*** STORED DATA
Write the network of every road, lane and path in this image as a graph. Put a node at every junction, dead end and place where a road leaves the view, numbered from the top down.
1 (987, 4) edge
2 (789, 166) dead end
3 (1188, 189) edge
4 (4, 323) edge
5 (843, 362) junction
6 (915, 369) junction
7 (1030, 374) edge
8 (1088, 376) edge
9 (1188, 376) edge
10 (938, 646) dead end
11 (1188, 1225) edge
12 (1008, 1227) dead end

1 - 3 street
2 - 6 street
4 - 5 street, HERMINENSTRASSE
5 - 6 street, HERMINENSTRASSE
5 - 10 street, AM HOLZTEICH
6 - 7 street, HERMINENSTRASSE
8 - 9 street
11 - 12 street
******
PROBLEM STATEMENT ▸
Write down all of the records again, word for word.

TASK RESPONSE ▸
Write the network of every road, lane and path in this image as a graph. Put a node at every junction, dead end and place where a road leaves the view, numbered from the top down.
1 (987, 4) edge
2 (789, 166) dead end
3 (1188, 189) edge
4 (4, 323) edge
5 (843, 362) junction
6 (915, 369) junction
7 (1030, 374) edge
8 (1088, 376) edge
9 (1188, 376) edge
10 (938, 646) dead end
11 (1188, 1225) edge
12 (1008, 1227) dead end

1 - 3 street
2 - 6 street
4 - 5 street, HERMINENSTRASSE
5 - 6 street, HERMINENSTRASSE
5 - 10 street, AM HOLZTEICH
6 - 7 street, HERMINENSTRASSE
8 - 9 street
11 - 12 street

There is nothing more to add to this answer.